Per gli assunti a tutele crescenti la reintegra acquista più spazio

Con la sentenza 22 del 22 febbraio scorso, la Corte costituzionale ha dichiarato l’illegittimità costituzionale dell’articolo 2, comma 1, del Dlgs 23/2015, limitatamente alla parola «espressamente». La disposizione, dunque, è stata ritenuta illegittima nella parte in cui riconosceva la tutela tramite reintegrazione nel posto di lavoro, nei casi di nullità, previsti dalla legge, del licenziamento di lavoratori assunti con contratto a tutele crescenti – dal 7 marzo 2015 – ma la limitava alle nullità sancite «espressamente».

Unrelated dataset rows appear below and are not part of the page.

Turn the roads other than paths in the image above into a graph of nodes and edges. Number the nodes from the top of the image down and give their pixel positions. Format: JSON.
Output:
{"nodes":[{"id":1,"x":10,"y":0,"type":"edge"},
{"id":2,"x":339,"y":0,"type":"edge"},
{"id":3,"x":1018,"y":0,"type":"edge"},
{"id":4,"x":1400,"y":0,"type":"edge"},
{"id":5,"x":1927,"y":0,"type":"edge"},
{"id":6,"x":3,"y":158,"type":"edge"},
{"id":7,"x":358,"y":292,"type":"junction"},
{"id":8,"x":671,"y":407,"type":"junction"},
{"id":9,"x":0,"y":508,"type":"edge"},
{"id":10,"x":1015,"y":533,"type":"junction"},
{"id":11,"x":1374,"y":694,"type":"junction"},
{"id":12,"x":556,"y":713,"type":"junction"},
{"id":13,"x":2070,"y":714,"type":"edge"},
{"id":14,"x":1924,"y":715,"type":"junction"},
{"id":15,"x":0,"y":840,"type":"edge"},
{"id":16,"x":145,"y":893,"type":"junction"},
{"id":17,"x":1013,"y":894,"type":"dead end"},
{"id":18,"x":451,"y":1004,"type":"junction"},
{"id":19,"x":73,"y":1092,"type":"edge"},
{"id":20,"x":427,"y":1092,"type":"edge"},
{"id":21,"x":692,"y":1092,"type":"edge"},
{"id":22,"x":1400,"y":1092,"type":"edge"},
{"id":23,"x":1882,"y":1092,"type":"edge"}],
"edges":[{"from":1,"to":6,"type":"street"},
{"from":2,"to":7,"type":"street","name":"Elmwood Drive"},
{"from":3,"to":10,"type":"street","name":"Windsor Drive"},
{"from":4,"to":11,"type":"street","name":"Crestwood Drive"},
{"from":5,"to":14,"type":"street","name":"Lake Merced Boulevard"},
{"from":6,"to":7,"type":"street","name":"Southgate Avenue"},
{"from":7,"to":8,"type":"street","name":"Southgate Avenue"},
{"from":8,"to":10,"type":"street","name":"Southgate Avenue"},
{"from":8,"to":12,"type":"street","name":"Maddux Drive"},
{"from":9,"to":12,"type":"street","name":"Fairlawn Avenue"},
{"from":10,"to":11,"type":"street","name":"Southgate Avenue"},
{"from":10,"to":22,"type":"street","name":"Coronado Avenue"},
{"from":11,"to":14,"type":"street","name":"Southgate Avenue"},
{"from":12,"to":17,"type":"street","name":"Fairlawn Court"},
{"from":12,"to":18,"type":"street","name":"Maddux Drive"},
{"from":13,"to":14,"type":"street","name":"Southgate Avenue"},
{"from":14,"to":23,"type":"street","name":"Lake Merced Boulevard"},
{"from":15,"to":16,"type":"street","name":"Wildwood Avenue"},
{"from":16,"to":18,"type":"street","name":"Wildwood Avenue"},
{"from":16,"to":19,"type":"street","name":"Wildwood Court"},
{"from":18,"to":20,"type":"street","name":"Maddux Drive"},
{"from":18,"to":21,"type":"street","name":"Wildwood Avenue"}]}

La Cassazione, nel sollevare la questione di legittimità costituzionale, ha censurato tale limitazione in riferimento all’articolo 76 della Costituzione, secondo cui l’esercizio della funzione legislativa non può essere delegato al Governo se non con determinazione di principi e criteri direttivi e soltanto per tempo limitato e per oggetti definiti. La Corte aveva appunto rilevato la violazione del criterio di delega fissato dal Jobs Act, deducendo che l’esclusione delle nullità, diverse da quelle espresse, non trova rispondenza nella legge di delega, la quale riconosceva invece la tutela data dalla reintegrazione in tutti i casi di licenziamenti nulli, senza distinzione alcuna.

La Corte Costituzionale ha così ritenuto fondata la censura e ha osservato che, nella legge delega, ai fini del riconoscimento della tutela reintegratoria, è ravvisabile solo un riferimento ai licenziamenti disciplinari nulli, senza che ciò possa portare a una distinzione tra nullità espresse e nullità non espresse.

Secondo la Consulta, così facendo, il legislatore non solo ha operato andando oltre la delega, ma ha anche creato un vuoto, lasciando privi di specifica disciplina i casi di licenziamenti nulli, per violazione di norme imperative, ma non espressamente sanzionati con nullità, così dettando una disciplina incompleta e incoerente rispetto al disegno del legislatore delegante.

In pratica, quindi, a seguito di tale sentenza, deriva che il regime sanzionatorio per il licenziamento nullo è lo stesso, sia che nella disposizione imperativa violata ricorra l’espressa sanzione della nullità, sia che ciò non sia testualmente previsto, sempre che risulti prescritto un divieto di licenziamento al ricorrere di determinati presupposti.